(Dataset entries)
::::
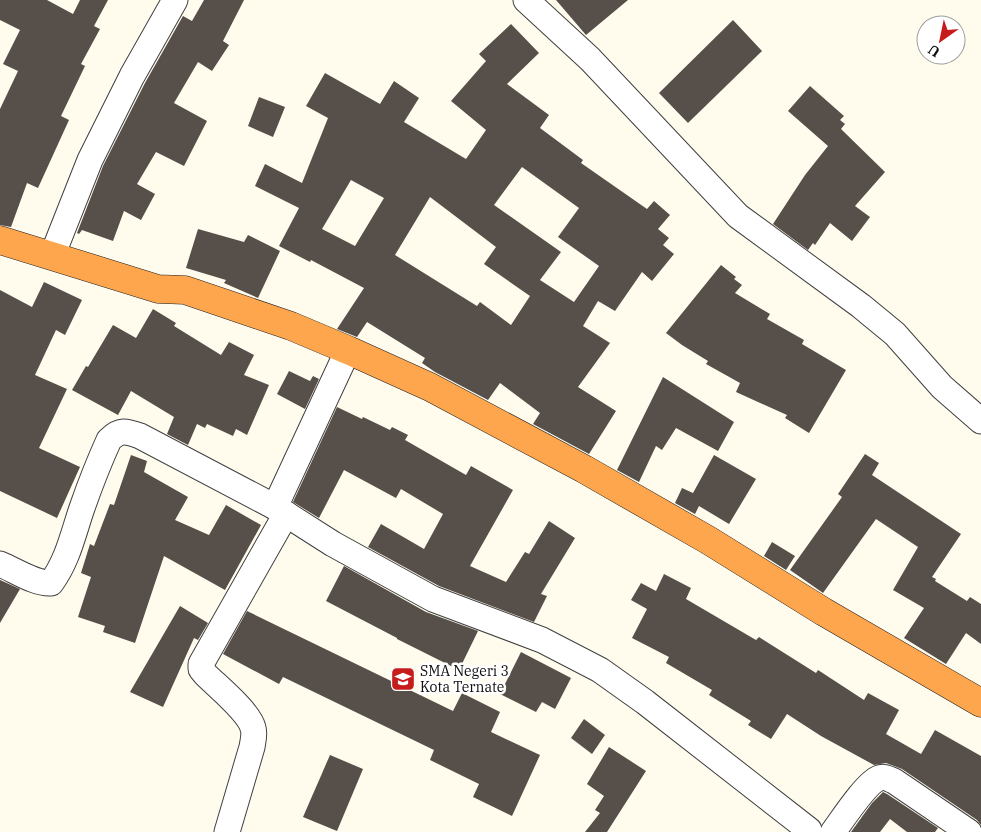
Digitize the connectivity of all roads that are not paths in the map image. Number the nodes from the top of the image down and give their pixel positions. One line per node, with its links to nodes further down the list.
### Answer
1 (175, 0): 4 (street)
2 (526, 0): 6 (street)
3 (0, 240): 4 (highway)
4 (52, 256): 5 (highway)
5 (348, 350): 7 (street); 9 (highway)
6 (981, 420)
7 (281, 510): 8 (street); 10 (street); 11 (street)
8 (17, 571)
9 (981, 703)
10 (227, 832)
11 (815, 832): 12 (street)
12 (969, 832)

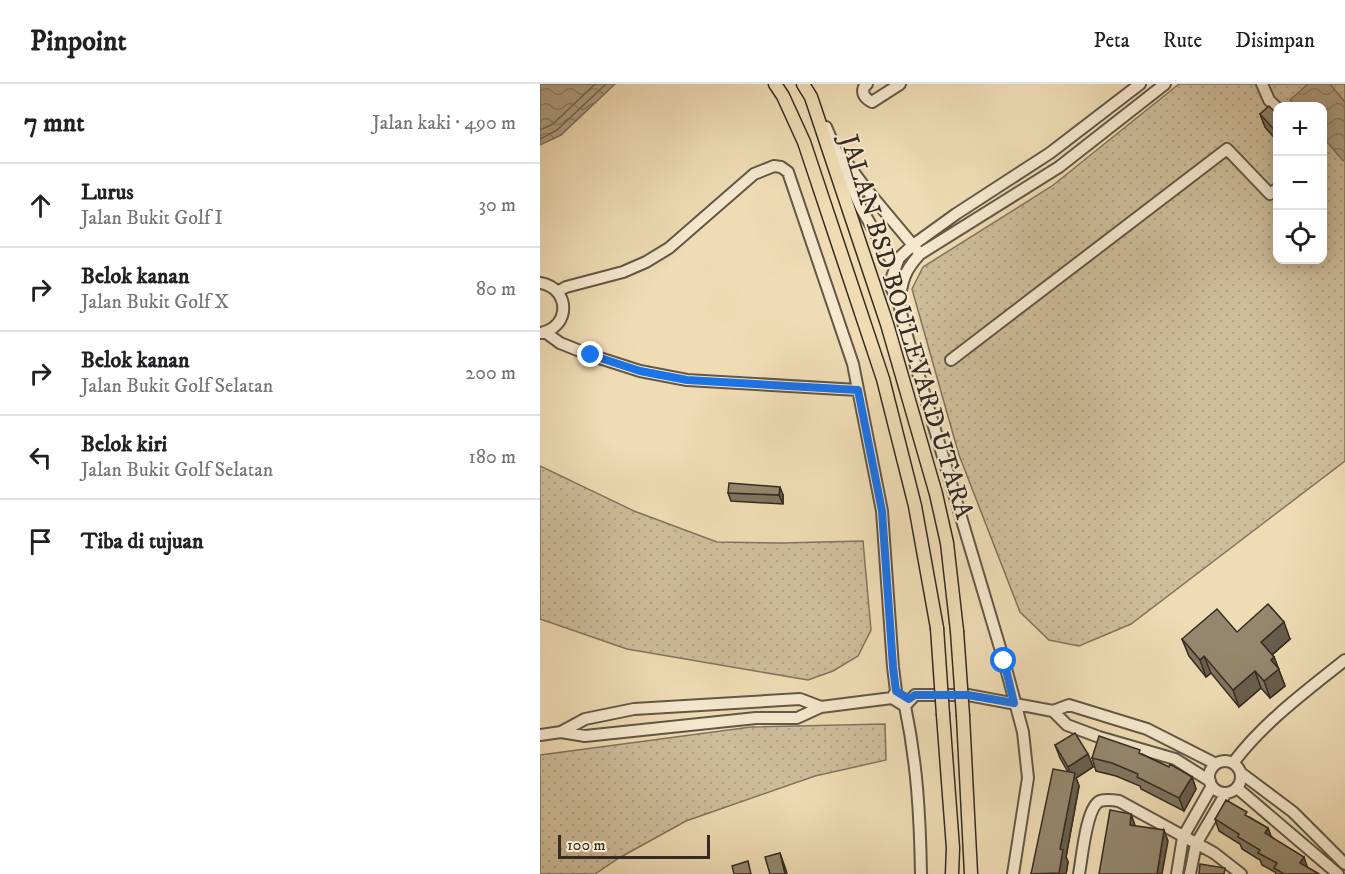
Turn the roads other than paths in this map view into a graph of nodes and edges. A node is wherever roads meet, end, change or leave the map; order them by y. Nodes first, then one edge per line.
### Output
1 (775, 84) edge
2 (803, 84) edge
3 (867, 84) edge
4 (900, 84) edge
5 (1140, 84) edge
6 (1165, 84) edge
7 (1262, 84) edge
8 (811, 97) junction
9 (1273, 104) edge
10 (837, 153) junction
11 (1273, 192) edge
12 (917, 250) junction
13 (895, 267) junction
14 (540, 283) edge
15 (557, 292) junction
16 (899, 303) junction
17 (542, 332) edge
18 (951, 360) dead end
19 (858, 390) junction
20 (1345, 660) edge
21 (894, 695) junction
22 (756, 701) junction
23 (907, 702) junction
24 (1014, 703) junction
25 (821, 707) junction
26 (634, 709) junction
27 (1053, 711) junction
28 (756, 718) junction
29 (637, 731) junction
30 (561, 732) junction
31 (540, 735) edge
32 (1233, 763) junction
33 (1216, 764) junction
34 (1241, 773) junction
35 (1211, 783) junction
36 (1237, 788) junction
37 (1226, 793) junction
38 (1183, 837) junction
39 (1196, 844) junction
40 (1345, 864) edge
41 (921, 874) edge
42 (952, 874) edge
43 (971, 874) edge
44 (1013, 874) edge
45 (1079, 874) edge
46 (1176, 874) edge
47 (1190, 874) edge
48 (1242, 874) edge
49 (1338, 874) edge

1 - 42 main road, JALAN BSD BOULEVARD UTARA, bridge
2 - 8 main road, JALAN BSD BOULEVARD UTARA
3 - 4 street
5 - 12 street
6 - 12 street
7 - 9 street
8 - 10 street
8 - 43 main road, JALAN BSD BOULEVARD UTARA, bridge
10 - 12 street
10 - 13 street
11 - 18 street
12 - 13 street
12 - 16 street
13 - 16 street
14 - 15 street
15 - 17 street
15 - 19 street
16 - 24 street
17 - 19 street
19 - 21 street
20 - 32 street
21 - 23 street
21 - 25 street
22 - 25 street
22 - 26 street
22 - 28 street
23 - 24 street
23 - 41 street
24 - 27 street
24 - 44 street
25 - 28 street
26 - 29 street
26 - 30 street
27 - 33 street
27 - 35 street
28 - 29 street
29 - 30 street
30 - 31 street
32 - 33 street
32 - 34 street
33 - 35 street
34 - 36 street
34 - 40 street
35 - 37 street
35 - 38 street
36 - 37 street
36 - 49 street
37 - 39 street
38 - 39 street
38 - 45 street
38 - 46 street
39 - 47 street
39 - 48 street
::::
▸ TASK OBJECTIVE
Copy each entry exactly as written, and drop the pictures from the copy.

▸ REPLY TO THE EXERCISE
Digitize the connectivity of all roads that are not paths in the map image. Number the nodes from the top of the image down and give their pixel positions. One line per node, with its links to nodes further down the list.
### Answer
1 (175, 0): 4 (street)
2 (526, 0): 6 (street)
3 (0, 240): 4 (highway)
4 (52, 256): 5 (highway)
5 (348, 350): 7 (street); 9 (highway)
6 (981, 420)
7 (281, 510): 8 (street); 10 (street); 11 (street)
8 (17, 571)
9 (981, 703)
10 (227, 832)
11 (815, 832): 12 (street)
12 (969, 832)

Turn the roads other than paths in this map view into a graph of nodes and edges. A node is wherever roads meet, end, change or leave the map; order them by y. Nodes first, then one edge per line.
### Output
1 (775, 84) edge
2 (803, 84) edge
3 (867, 84) edge
4 (900, 84) edge
5 (1140, 84) edge
6 (1165, 84) edge
7 (1262, 84) edge
8 (811, 97) junction
9 (1273, 104) edge
10 (837, 153) junction
11 (1273, 192) edge
12 (917, 250) junction
13 (895, 267) junction
14 (540, 283) edge
15 (557, 292) junction
16 (899, 303) junction
17 (542, 332) edge
18 (951, 360) dead end
19 (858, 390) junction
20 (1345, 660) edge
21 (894, 695) junction
22 (756, 701) junction
23 (907, 702) junction
24 (1014, 703) junction
25 (821, 707) junction
26 (634, 709) junction
27 (1053, 711) junction
28 (756, 718) junction
29 (637, 731) junction
30 (561, 732) junction
31 (540, 735) edge
32 (1233, 763) junction
33 (1216, 764) junction
34 (1241, 773) junction
35 (1211, 783) junction
36 (1237, 788) junction
37 (1226, 793) junction
38 (1183, 837) junction
39 (1196, 844) junction
40 (1345, 864) edge
41 (921, 874) edge
42 (952, 874) edge
43 (971, 874) edge
44 (1013, 874) edge
45 (1079, 874) edge
46 (1176, 874) edge
47 (1190, 874) edge
48 (1242, 874) edge
49 (1338, 874) edge

1 - 42 main road, JALAN BSD BOULEVARD UTARA, bridge
2 - 8 main road, JALAN BSD BOULEVARD UTARA
3 - 4 street
5 - 12 street
6 - 12 street
7 - 9 street
8 - 10 street
8 - 43 main road, JALAN BSD BOULEVARD UTARA, bridge
10 - 12 street
10 - 13 street
11 - 18 street
12 - 13 street
12 - 16 street
13 - 16 street
14 - 15 street
15 - 17 street
15 - 19 street
16 - 24 street
17 - 19 street
19 - 21 street
20 - 32 street
21 - 23 street
21 - 25 street
22 - 25 street
22 - 26 street
22 - 28 street
23 - 24 street
23 - 41 street
24 - 27 street
24 - 44 street
25 - 28 street
26 - 29 street
26 - 30 street
27 - 33 street
27 - 35 street
28 - 29 street
29 - 30 street
30 - 31 street
32 - 33 street
32 - 34 street
33 - 35 street
34 - 36 street
34 - 40 street
35 - 37 street
35 - 38 street
36 - 37 street
36 - 49 street
37 - 39 street
38 - 39 street
38 - 45 street
38 - 46 street
39 - 47 street
39 - 48 street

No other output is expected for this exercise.